Your goal>
For each line of the listing, output an exact copy.

Supplied records>
Segment Open
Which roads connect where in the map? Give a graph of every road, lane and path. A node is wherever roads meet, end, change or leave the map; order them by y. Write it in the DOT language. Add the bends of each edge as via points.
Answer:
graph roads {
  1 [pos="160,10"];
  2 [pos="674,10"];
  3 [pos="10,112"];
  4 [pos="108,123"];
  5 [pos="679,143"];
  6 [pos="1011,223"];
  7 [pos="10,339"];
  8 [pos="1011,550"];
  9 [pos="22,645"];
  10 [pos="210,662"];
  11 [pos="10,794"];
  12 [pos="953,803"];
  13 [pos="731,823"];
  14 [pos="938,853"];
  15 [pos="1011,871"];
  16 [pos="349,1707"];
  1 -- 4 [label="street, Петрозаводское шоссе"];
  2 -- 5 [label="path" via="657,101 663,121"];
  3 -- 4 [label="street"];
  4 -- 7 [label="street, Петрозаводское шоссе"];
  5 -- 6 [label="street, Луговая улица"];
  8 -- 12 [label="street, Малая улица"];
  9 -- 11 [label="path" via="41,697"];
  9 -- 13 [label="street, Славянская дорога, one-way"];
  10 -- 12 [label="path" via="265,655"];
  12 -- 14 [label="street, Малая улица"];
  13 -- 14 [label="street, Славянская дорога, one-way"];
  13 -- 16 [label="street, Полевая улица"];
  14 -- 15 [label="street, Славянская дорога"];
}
Segment Closed
Task response>
Which roads connect where in the map? Give a graph of every road, lane and path. A node is wherever roads meet, end, change or leave the map; order them by y. Write it in the DOT language. Add the bends of each edge as via points.
Answer:
graph roads {
  1 [pos="160,10"];
  2 [pos="674,10"];
  3 [pos="10,112"];
  4 [pos="108,123"];
  5 [pos="679,143"];
  6 [pos="1011,223"];
  7 [pos="10,339"];
  8 [pos="1011,550"];
  9 [pos="22,645"];
  10 [pos="210,662"];
  11 [pos="10,794"];
  12 [pos="953,803"];
  13 [pos="731,823"];
  14 [pos="938,853"];
  15 [pos="1011,871"];
  16 [pos="349,1707"];
  1 -- 4 [label="street, Петрозаводское шоссе"];
  2 -- 5 [label="path" via="657,101 663,121"];
  3 -- 4 [label="street"];
  4 -- 7 [label="street, Петрозаводское шоссе"];
  5 -- 6 [label="street, Луговая улица"];
  8 -- 12 [label="street, Малая улица"];
  9 -- 11 [label="path" via="41,697"];
  9 -- 13 [label="street, Славянская дорога, one-way"];
  10 -- 12 [label="path" via="265,655"];
  12 -- 14 [label="street, Малая улица"];
  13 -- 14 [label="street, Славянская дорога, one-way"];
  13 -- 16 [label="street, Полевая улица"];
  14 -- 15 [label="street, Славянская дорога"];
}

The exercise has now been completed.